Les études de cas présentées et
discutées portaient essentiellement sur les relations, d’un
côté entre les États-Unis et le monde communiste
(ex-Union soviétique et Chine), de
l’autre entre Israël et le monde arabe (Egypte,
Palestine). L’intérêt et l’originalité de ces études étaient
de s’appuyer sur des expériences personnelles et des
interviews d’acteurs ayant directement participé à des
négociations. Le volume publié à partir de ces études tire
des conclusions qui reviennent à répondre à deux questions
principales : premièrement, y a-t-il quelque chose de
spécifique chez les scientifiques qui les qualifient en tant
que tels à intervenir comme intercesseurs dans des conflits
inter-étatiques ? Deuxièmement, les activités de recherche
en coopération menées entre deux ou plusieurs nations
contribuent-elles spécifiquement à préparer et à maintenir
une situation de paix ? [1]
Participant à cette conférence, Jean-Jacques Salomon, seul
représentant européen, avait été frappé par la
concentration des thèmes sur
l’expérience américaine des négociations en matière
d’armement stratégique, tout autant que sur l’expérience
israélienne des efforts de coopération scientifique
avec l’Égypte qui ont suivi les accords Sadate-Begin
(essentiellement dans le domaine agricole). Il lui a
semblé, en revanche, qu’on y
méconnaissait ou ignorait l’expérience proprement européenne
de la coopération scientifique, tout autant que le
rôle exercé par les sciences sociales durant la guerre
froide. Quand les États-Unis ou
Israël entrent dans des activités de coopération
scientifique avec d’anciens adversaires ou de nouveaux,
potentiels ou réels, c’est exclusivement en fonction de
leurs intérêts nationaux. Au mieux, le recours à
ces activités vise à rapprocher des points de vue
antagonistes, « à jeter un pont » de manière à favoriser la
normalisation des échanges et des rapports, et ce pont
apparaît comme un pilier parmi d’autres de leur politique de
défense et de sécurité nationales.
Dans tous les cas, il s’agit alors non pas d’effacer les
frontières nationales, mais de les renforcer.

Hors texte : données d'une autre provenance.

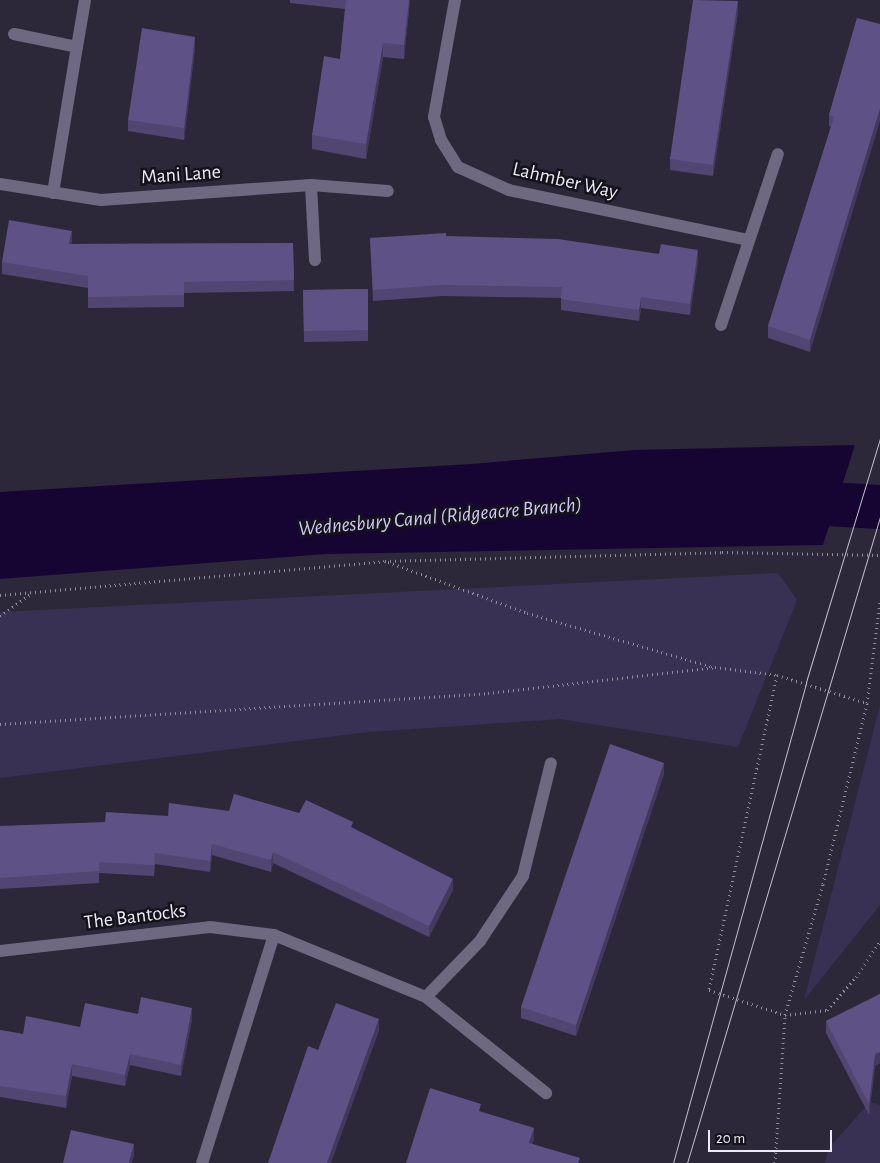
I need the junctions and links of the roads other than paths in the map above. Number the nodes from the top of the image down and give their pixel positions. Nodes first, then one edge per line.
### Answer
1 (85, 0) edge
2 (455, 0) edge
3 (14, 34) dead end
4 (77, 47) junction
5 (778, 154) dead end
6 (0, 184) edge
7 (311, 185) junction
8 (388, 191) dead end
9 (53, 193) junction
10 (749, 240) junction
11 (315, 260) dead end
12 (721, 325) dead end
13 (551, 763) dead end
14 (274, 935) junction
15 (0, 951) edge
16 (426, 997) junction
17 (546, 1093) dead end
18 (202, 1163) edge

1 - 4 street
2 - 10 street, Lahmber Way
3 - 4 street
4 - 9 street
5 - 10 street
6 - 9 street, Mani Lane
7 - 8 street, Mani Lane
7 - 9 street, Mani Lane
7 - 11 street
10 - 12 street
13 - 16 street
14 - 15 street, The Bantocks
14 - 16 street, The Bantocks
14 - 18 street
16 - 17 street, The Bantocks

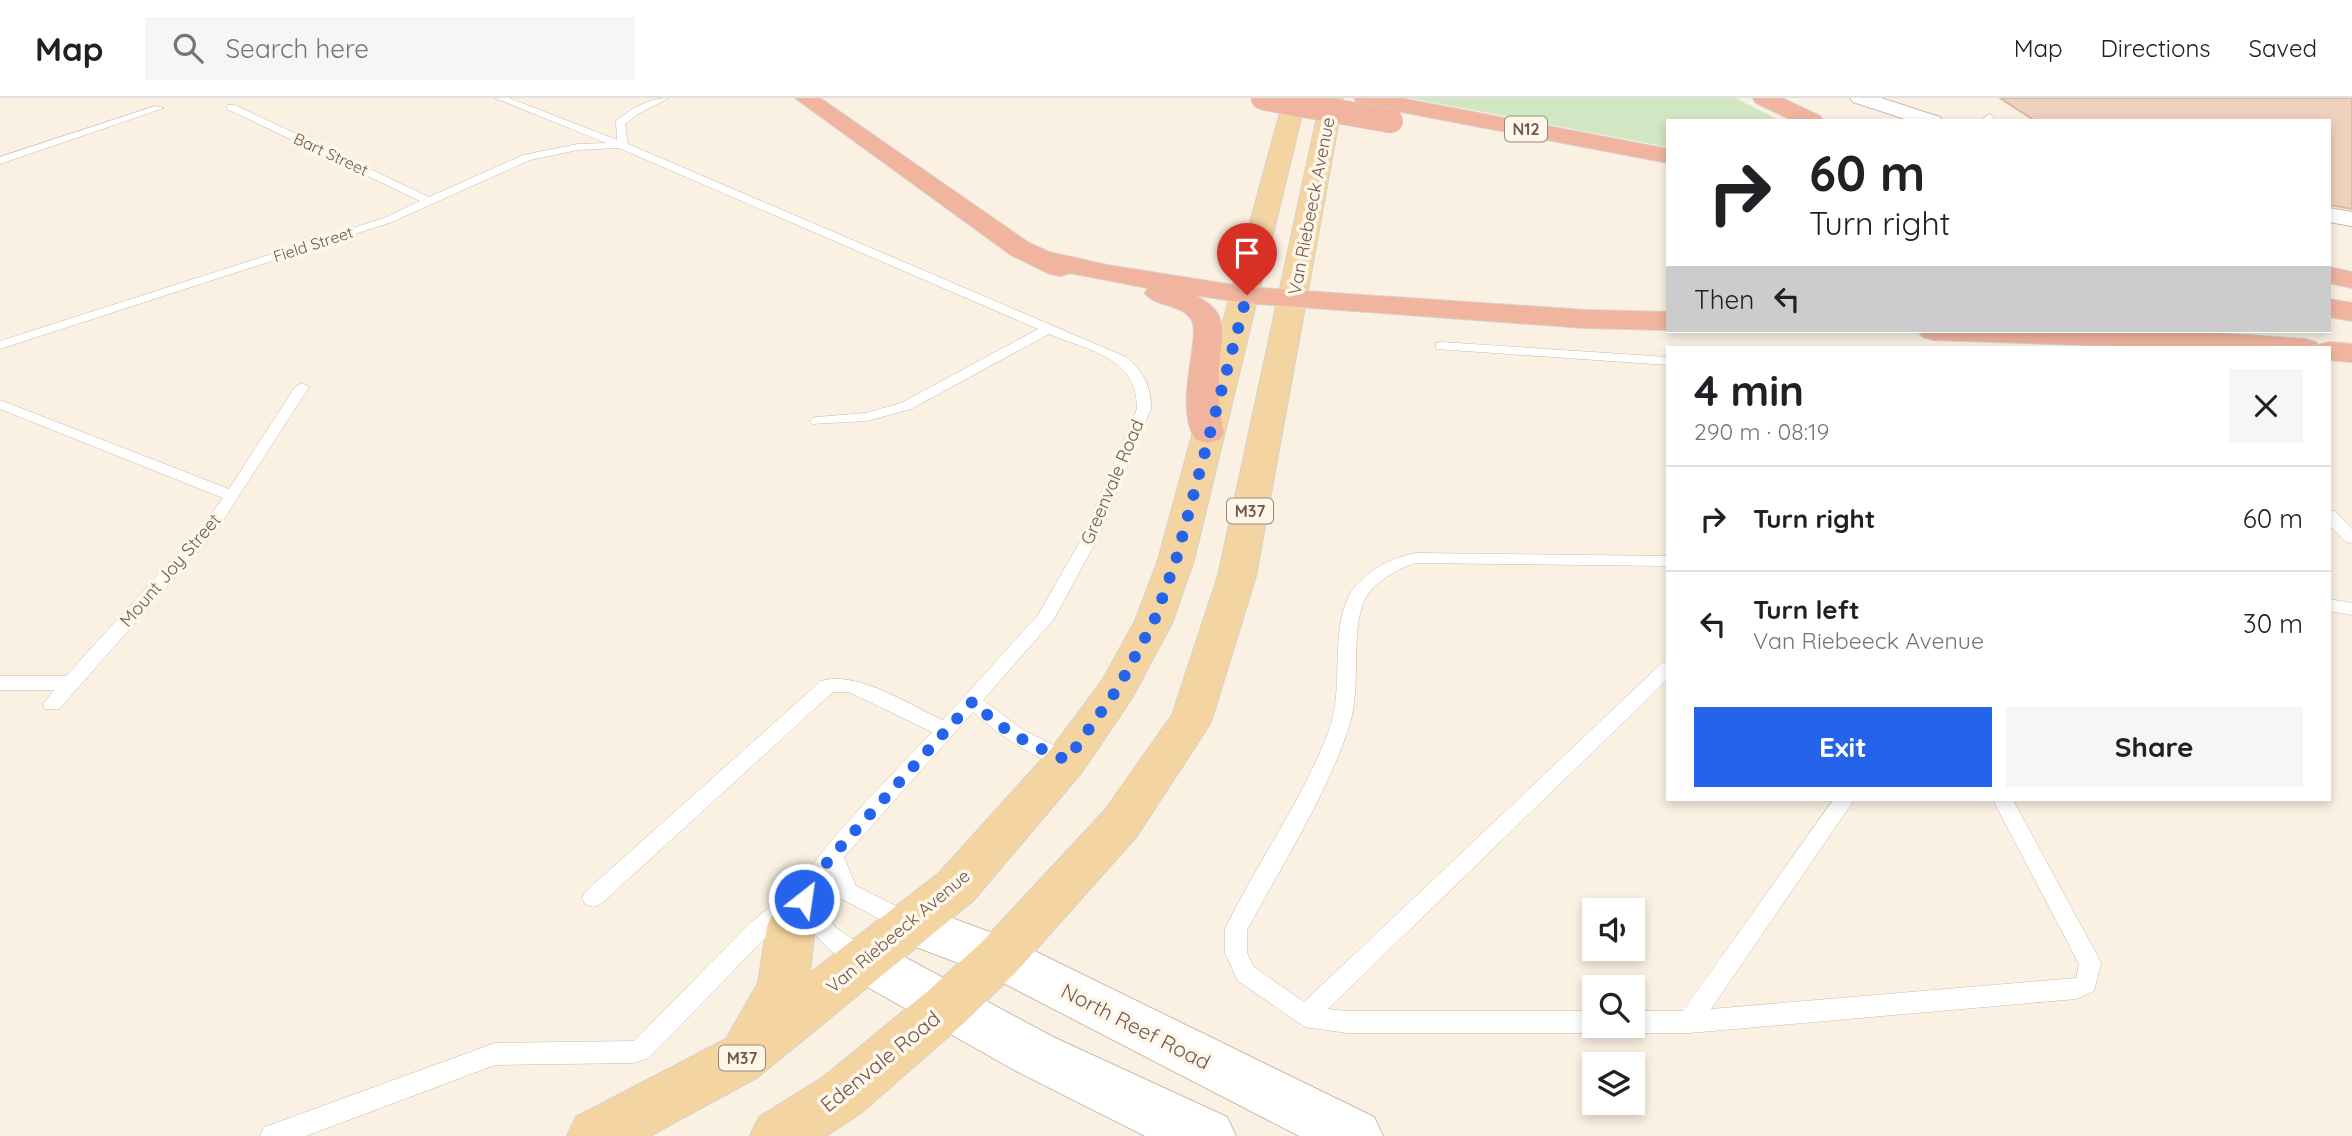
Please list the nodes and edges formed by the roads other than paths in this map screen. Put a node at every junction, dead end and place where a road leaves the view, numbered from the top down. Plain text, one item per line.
1 (500, 98) edge
2 (664, 98) edge
3 (806, 98) edge
4 (1263, 98) edge
5 (1295, 98) edge
6 (1332, 98) edge
7 (1764, 98) edge
8 (1860, 98) edge
9 (232, 107) dead end
10 (1380, 107) edge
11 (159, 108) dead end
12 (1808, 119) edge
13 (1927, 119) edge
14 (623, 146) junction
15 (1666, 156) edge
16 (0, 161) edge
17 (1666, 176) edge
18 (431, 202) junction
19 (2331, 215) edge
20 (2352, 219) edge
21 (1037, 258) junction
22 (2331, 275) edge
23 (2352, 280) edge
24 (2331, 284) edge
25 (2352, 289) edge
26 (1247, 295) junction
27 (1293, 299) junction
28 (2331, 308) edge
29 (2352, 312) edge
30 (1666, 321) edge
31 (1049, 329) junction
32 (1992, 333) edge
33 (0, 345) edge
34 (1441, 346) dead end
35 (2282, 346) edge
36 (2331, 351) edge
37 (2352, 353) edge
38 (1666, 361) edge
39 (302, 387) dead end
40 (0, 404) edge
41 (817, 421) dead end
42 (1208, 433) junction
43 (232, 496) junction
44 (2331, 517) edge
45 (2352, 538) edge
46 (1666, 561) edge
47 (2331, 605) edge
48 (2352, 610) edge
49 (1666, 670) edge
50 (0, 682) edge
51 (70, 683) junction
52 (973, 701) junction
53 (52, 704) dead end
54 (946, 730) junction
55 (1067, 760) junction
56 (1843, 801) edge
57 (2004, 801) edge
58 (833, 855) junction
59 (806, 895) junction
60 (593, 898) dead end
61 (912, 924) junction
62 (999, 957) junction
63 (866, 961) junction
64 (946, 1007) junction
65 (1305, 1016) junction
66 (1582, 1022) edge
67 (1645, 1022) edge
68 (1689, 1022) junction
69 (739, 1060) junction
70 (835, 1116) edge
71 (599, 1134) edge
72 (273, 1136) edge
73 (778, 1136) edge
74 (1208, 1136) edge
75 (1355, 1136) edge

1 - 14 lane, Greenvale Road
2 - 14 lane
3 - 21 highway
4 - 10 highway, N12, bridge
5 - 26 main road, Van Riebeeck Avenue / M37
6 - 27 main road, Van Riebeeck Avenue / M37
7 - 12 highway
8 - 13 street
9 - 18 lane, Bart Street
10 - 15 highway, N12
10 - 17 highway, N12
11 - 16 lane
14 - 18 lane, Field Street
14 - 31 lane, Greenvale Road
18 - 33 lane, Field Street
19 - 20 street
21 - 26 highway
21 - 42 highway
22 - 23 highway
24 - 25 highway
26 - 27 highway
26 - 42 main road, Van Riebeeck Avenue / M37
27 - 30 highway
27 - 62 main road, Van Riebeeck Avenue / M37
28 - 29 highway
31 - 41 lane
31 - 52 lane, Greenvale Road
32 - 35 highway
34 - 38 lane
36 - 37 highway
39 - 43 lane
40 - 43 lane, Mount Joy Street
42 - 55 main road, Van Riebeeck Avenue / M37
43 - 51 lane, Mount Joy Street
44 - 45 lane
46 - 65 lane
47 - 48 lane
49 - 65 lane
50 - 51 lane
51 - 53 lane, Mount Joy Street
52 - 54 lane, Greenvale Road
52 - 55 lane
54 - 58 lane, Greenvale Road
54 - 60 lane
55 - 61 main road, Van Riebeeck Avenue / M37
56 - 68 lane
57 - 68 lane
58 - 59 lane, Greenvale Road
58 - 61 lane
59 - 63 lane
59 - 69 main road
59 - 72 lane, Greenvale Road
61 - 62 main road, North Reef Road
61 - 63 main road, Van Riebeeck Avenue / M37
62 - 64 main road, Van Riebeeck Avenue / M37
62 - 75 main road, North Reef Road
63 - 64 main road
63 - 69 main road, Van Riebeeck Avenue / M37
64 - 70 main road, Edenvale Road / M37
64 - 74 main road
65 - 66 lane
67 - 68 lane
69 - 71 main road, Van Riebeeck Avenue / M37
70 - 73 main road, Edenvale Road / M37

Tel n’est pas le cas précisément de
l’Europe : on y retrouve, certes, toutes les
fonctions que les scientifiques peuvent exercer dans le
domaine des relations internationales d’une manière très
analogue à celle de leurs collègues américains — chercheurs-collègues,
conseillers, diplomates, stratèges, éventuellement
représentants de commerce, marchands de canons et espions
industriels, etc. — mais il y a une
dimension qu’on ne peut minimiser dans la vision et le
comportement même des scientifiques européens : le pont jeté
entre des intérêts naguère hostiles vise un objectif, une
ambition même, qui se situe au-delà des intérêts proprement
nationaux. Et c’est un fait que,
dans de nombreux cas, l’idée de la
construction de l’unité européenne a directement inspiré
l’initiative des scientifiques avant même l’intervention des
politiques et des diplomates. Par exemple, les pères
fondateurs du CERN à Genève et des premières organisations
spatiales, ESRO et ELDO, Pierre Auger et Edoardo Amaldi,
étaient proches des fondateurs du mouvement fédéraliste
européen et ils ont toujours considéré qu’en promouvant ces
entreprises ils agissaient comme des architectes de
l’unification politique
L’étude de cette spécificité européenne, de ses racines, de
sa portée et de ses limites, a suscité l’intérêt des
interlocuteurs américains de Jean-Jacques Salomon, et c’est
ainsi qu’il fut chargé d’organiser la
conférence qui s’est tenue à Paris, du
24 au 26 février 2000, sous les auspices du
George C. Marshall Institute et de l’Association Futuribles
International, avec le soutien du Ministère français des
Affaires étrangères, de la Division des affaires
scientifiques et de l’environnement de l’OTAN, de la
Fondation La Ferthé et de la Fondation Charles Léopold Meyer
pour le progrès de l’homme.
La préparation de cette conférence a suivi une approche
différente de celle de New York : avec la fin de la guerre
froide, les conflits possibles, donc les moyens et postures
stratégiques, ont manifestement changé, ce qui ne manque pas
d’affecter le contexte dans lequel la coopération
scientifique est appelée à se développer.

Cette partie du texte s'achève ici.